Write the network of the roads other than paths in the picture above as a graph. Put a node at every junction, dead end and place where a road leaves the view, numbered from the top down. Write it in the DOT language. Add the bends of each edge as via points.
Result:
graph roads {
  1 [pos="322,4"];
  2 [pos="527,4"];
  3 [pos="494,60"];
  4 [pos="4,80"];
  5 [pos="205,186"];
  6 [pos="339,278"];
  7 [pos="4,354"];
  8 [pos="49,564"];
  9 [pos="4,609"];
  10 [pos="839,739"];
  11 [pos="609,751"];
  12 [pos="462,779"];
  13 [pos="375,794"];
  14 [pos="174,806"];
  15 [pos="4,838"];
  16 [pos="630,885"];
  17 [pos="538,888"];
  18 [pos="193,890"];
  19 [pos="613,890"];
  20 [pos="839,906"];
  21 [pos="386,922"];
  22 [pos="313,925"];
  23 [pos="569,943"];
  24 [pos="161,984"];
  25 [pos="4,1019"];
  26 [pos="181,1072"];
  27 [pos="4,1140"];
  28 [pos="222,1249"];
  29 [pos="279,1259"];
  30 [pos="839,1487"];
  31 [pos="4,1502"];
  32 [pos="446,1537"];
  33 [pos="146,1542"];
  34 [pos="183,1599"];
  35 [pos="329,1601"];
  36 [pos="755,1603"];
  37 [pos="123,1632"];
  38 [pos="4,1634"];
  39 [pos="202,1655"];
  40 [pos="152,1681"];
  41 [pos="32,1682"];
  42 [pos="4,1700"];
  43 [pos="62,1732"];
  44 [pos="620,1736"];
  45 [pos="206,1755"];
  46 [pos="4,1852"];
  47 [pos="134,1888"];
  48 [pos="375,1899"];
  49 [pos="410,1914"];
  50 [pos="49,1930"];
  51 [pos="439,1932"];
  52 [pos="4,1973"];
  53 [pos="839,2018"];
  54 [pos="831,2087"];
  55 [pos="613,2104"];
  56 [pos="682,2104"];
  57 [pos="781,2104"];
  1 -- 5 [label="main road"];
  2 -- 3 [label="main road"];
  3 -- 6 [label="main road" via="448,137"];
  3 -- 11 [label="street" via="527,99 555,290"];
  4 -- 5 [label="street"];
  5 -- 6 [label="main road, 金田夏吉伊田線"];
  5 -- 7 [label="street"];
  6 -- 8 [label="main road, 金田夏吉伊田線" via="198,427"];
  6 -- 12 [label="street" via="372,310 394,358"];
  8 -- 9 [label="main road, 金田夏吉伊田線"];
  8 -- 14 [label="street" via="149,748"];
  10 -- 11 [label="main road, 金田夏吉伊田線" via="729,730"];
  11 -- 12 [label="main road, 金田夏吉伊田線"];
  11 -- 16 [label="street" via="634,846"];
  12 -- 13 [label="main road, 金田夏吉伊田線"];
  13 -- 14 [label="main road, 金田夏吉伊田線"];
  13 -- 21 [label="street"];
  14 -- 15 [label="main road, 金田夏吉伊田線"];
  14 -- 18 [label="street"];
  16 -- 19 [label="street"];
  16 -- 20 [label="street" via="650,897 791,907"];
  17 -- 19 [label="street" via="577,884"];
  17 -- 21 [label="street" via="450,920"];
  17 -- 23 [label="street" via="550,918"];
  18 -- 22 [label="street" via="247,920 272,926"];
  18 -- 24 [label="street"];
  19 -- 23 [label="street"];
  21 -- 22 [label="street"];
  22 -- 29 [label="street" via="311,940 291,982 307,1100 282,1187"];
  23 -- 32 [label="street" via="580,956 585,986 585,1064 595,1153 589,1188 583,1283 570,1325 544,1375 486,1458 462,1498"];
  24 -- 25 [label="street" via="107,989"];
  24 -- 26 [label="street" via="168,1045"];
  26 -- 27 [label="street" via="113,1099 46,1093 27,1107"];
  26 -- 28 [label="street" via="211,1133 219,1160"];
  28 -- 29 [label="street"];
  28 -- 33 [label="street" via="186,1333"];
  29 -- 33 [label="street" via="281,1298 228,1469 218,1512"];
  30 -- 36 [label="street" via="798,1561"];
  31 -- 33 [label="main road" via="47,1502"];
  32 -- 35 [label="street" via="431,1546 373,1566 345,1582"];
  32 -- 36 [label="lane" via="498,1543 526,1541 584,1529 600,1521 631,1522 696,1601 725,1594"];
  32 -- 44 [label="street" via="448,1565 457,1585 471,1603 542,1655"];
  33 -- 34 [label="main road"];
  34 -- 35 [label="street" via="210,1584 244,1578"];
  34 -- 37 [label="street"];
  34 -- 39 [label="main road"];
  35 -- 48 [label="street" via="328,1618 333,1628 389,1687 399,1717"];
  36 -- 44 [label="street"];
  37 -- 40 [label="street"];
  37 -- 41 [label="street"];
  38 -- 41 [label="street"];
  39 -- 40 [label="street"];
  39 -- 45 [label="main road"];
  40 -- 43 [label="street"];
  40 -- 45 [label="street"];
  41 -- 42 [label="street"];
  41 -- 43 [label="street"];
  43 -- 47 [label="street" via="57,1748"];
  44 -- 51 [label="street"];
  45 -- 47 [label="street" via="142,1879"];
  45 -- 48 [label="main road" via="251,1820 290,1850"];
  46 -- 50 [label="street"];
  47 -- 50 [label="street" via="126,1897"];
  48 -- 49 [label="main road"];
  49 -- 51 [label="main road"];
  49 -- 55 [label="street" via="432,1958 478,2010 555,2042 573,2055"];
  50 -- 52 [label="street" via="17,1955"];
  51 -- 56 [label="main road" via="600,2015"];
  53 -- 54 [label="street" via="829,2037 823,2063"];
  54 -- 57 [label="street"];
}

_____

REQUIRED ACTION »
Your response should consist of the whole listing, repeated exactly.

TASK RESPONSE »
Write the network of the roads other than paths in the picture above as a graph. Put a node at every junction, dead end and place where a road leaves the view, numbered from the top down. Write it in the DOT language. Add the bends of each edge as via points.
Result:
graph roads {
  1 [pos="322,4"];
  2 [pos="527,4"];
  3 [pos="494,60"];
  4 [pos="4,80"];
  5 [pos="205,186"];
  6 [pos="339,278"];
  7 [pos="4,354"];
  8 [pos="49,564"];
  9 [pos="4,609"];
  10 [pos="839,739"];
  11 [pos="609,751"];
  12 [pos="462,779"];
  13 [pos="375,794"];
  14 [pos="174,806"];
  15 [pos="4,838"];
  16 [pos="630,885"];
  17 [pos="538,888"];
  18 [pos="193,890"];
  19 [pos="613,890"];
  20 [pos="839,906"];
  21 [pos="386,922"];
  22 [pos="313,925"];
  23 [pos="569,943"];
  24 [pos="161,984"];
  25 [pos="4,1019"];
  26 [pos="181,1072"];
  27 [pos="4,1140"];
  28 [pos="222,1249"];
  29 [pos="279,1259"];
  30 [pos="839,1487"];
  31 [pos="4,1502"];
  32 [pos="446,1537"];
  33 [pos="146,1542"];
  34 [pos="183,1599"];
  35 [pos="329,1601"];
  36 [pos="755,1603"];
  37 [pos="123,1632"];
  38 [pos="4,1634"];
  39 [pos="202,1655"];
  40 [pos="152,1681"];
  41 [pos="32,1682"];
  42 [pos="4,1700"];
  43 [pos="62,1732"];
  44 [pos="620,1736"];
  45 [pos="206,1755"];
  46 [pos="4,1852"];
  47 [pos="134,1888"];
  48 [pos="375,1899"];
  49 [pos="410,1914"];
  50 [pos="49,1930"];
  51 [pos="439,1932"];
  52 [pos="4,1973"];
  53 [pos="839,2018"];
  54 [pos="831,2087"];
  55 [pos="613,2104"];
  56 [pos="682,2104"];
  57 [pos="781,2104"];
  1 -- 5 [label="main road"];
  2 -- 3 [label="main road"];
  3 -- 6 [label="main road" via="448,137"];
  3 -- 11 [label="street" via="527,99 555,290"];
  4 -- 5 [label="street"];
  5 -- 6 [label="main road, 金田夏吉伊田線"];
  5 -- 7 [label="street"];
  6 -- 8 [label="main road, 金田夏吉伊田線" via="198,427"];
  6 -- 12 [label="street" via="372,310 394,358"];
  8 -- 9 [label="main road, 金田夏吉伊田線"];
  8 -- 14 [label="street" via="149,748"];
  10 -- 11 [label="main road, 金田夏吉伊田線" via="729,730"];
  11 -- 12 [label="main road, 金田夏吉伊田線"];
  11 -- 16 [label="street" via="634,846"];
  12 -- 13 [label="main road, 金田夏吉伊田線"];
  13 -- 14 [label="main road, 金田夏吉伊田線"];
  13 -- 21 [label="street"];
  14 -- 15 [label="main road, 金田夏吉伊田線"];
  14 -- 18 [label="street"];
  16 -- 19 [label="street"];
  16 -- 20 [label="street" via="650,897 791,907"];
  17 -- 19 [label="street" via="577,884"];
  17 -- 21 [label="street" via="450,920"];
  17 -- 23 [label="street" via="550,918"];
  18 -- 22 [label="street" via="247,920 272,926"];
  18 -- 24 [label="street"];
  19 -- 23 [label="street"];
  21 -- 22 [label="street"];
  22 -- 29 [label="street" via="311,940 291,982 307,1100 282,1187"];
  23 -- 32 [label="street" via="580,956 585,986 585,1064 595,1153 589,1188 583,1283 570,1325 544,1375 486,1458 462,1498"];
  24 -- 25 [label="street" via="107,989"];
  24 -- 26 [label="street" via="168,1045"];
  26 -- 27 [label="street" via="113,1099 46,1093 27,1107"];
  26 -- 28 [label="street" via="211,1133 219,1160"];
  28 -- 29 [label="street"];
  28 -- 33 [label="street" via="186,1333"];
  29 -- 33 [label="street" via="281,1298 228,1469 218,1512"];
  30 -- 36 [label="street" via="798,1561"];
  31 -- 33 [label="main road" via="47,1502"];
  32 -- 35 [label="street" via="431,1546 373,1566 345,1582"];
  32 -- 36 [label="lane" via="498,1543 526,1541 584,1529 600,1521 631,1522 696,1601 725,1594"];
  32 -- 44 [label="street" via="448,1565 457,1585 471,1603 542,1655"];
  33 -- 34 [label="main road"];
  34 -- 35 [label="street" via="210,1584 244,1578"];
  34 -- 37 [label="street"];
  34 -- 39 [label="main road"];
  35 -- 48 [label="street" via="328,1618 333,1628 389,1687 399,1717"];
  36 -- 44 [label="street"];
  37 -- 40 [label="street"];
  37 -- 41 [label="street"];
  38 -- 41 [label="street"];
  39 -- 40 [label="street"];
  39 -- 45 [label="main road"];
  40 -- 43 [label="street"];
  40 -- 45 [label="street"];
  41 -- 42 [label="street"];
  41 -- 43 [label="street"];
  43 -- 47 [label="street" via="57,1748"];
  44 -- 51 [label="street"];
  45 -- 47 [label="street" via="142,1879"];
  45 -- 48 [label="main road" via="251,1820 290,1850"];
  46 -- 50 [label="street"];
  47 -- 50 [label="street" via="126,1897"];
  48 -- 49 [label="main road"];
  49 -- 51 [label="main road"];
  49 -- 55 [label="street" via="432,1958 478,2010 555,2042 573,2055"];
  50 -- 52 [label="street" via="17,1955"];
  51 -- 56 [label="main road" via="600,2015"];
  53 -- 54 [label="street" via="829,2037 823,2063"];
  54 -- 57 [label="street"];
}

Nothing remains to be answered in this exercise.